Love and Letters

Posted on the 27 September 2012 by Laureneverafter @laureneverafter

I’ve been feeling a bit lately like my life is one part Love, Actually and one part The Guernsey Literary and Potato Peel-Pie Society. Obviously, if you don’t know what I’m talking about on that second one, you must hasten to the nearest library or bookstore and get it right this very second. Easily one of my favorite books in the history of books. Guernsey is a book written in letters by various characters inhabiting the island of Guernsey. It’s not so much a war story as it is a story in finding community and love in all its different forms.

I’m reminded of Guernsey, because I’ve been emailing with several friends I’ve met through blogging, and it’s been a wonderful experience. We’ve talked love, academics, family, books, work. When writing to them, even though it’s through email, which has the tendency to feel a little less personal, I find that it still gives me the same warm glow of longhand letter writing. This could be, though, because the three people I’ve been emailing with are more or less sticklers in being grammatically correct in their writing, just as I am. I really hate text-talk. I loathe it, actually. If it were a treasured glass goblet, say, I’d find all the pleasure in the world of lifting it over my head and shattering it on the floor into tiny little pieces, then I would bury it as far under the ground as I could manage so that it would never be heard from again. Of course, text-talk is all well and good through actual text messaging, and the occasional tweet when there is just absolutely no way you will make 140 characters without it.
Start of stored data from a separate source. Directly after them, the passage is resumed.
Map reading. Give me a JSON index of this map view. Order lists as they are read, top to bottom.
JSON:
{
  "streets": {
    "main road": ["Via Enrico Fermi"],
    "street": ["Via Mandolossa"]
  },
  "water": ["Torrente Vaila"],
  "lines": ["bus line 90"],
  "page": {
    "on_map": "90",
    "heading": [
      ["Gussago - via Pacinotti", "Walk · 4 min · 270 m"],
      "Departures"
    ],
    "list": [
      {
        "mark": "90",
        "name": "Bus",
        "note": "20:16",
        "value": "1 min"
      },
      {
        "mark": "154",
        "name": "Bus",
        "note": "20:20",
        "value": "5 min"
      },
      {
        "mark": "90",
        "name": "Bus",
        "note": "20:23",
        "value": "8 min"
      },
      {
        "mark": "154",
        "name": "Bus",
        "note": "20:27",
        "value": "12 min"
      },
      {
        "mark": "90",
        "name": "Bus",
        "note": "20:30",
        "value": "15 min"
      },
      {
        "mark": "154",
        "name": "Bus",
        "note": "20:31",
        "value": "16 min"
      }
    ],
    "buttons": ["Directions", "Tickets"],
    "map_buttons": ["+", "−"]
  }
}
Even then, however, it bothers me, because I’m just a grammatical snob like that, I guess.

Anyways, I got off topic. My life has felt like Love, Actually lately, because of well, the Tin Roof Kyle thing, for one, but also in dealing with the varying degrees and different types of love. I haven’t so much been dealing with romantic love as I have friend, family, and spiritual love, all of which I feel as though I’ve been dealing with quite badly. I’m not a lover by nature. I tend to be hesitant of people, or if they’re particularly annoying I just want them to leave me alone so I can go back to my reading or writing or daydreaming contemplating. Very rarely do I come across a person that I just click with, a person who makes it so easy to talk to and just be in their presence without it feeling awkward. I can count on one hand the number of people I can just sit around with and not feel like I have to come up with something to say now or it’s going to get weird. I’m not saying this is their fault or my fault, it really just takes hanging out with some people more frequently before a relationship starts to feel comfortable and relaxed, but I really value the people whose friendships you don’t really have to try for, whose friendships just come naturally.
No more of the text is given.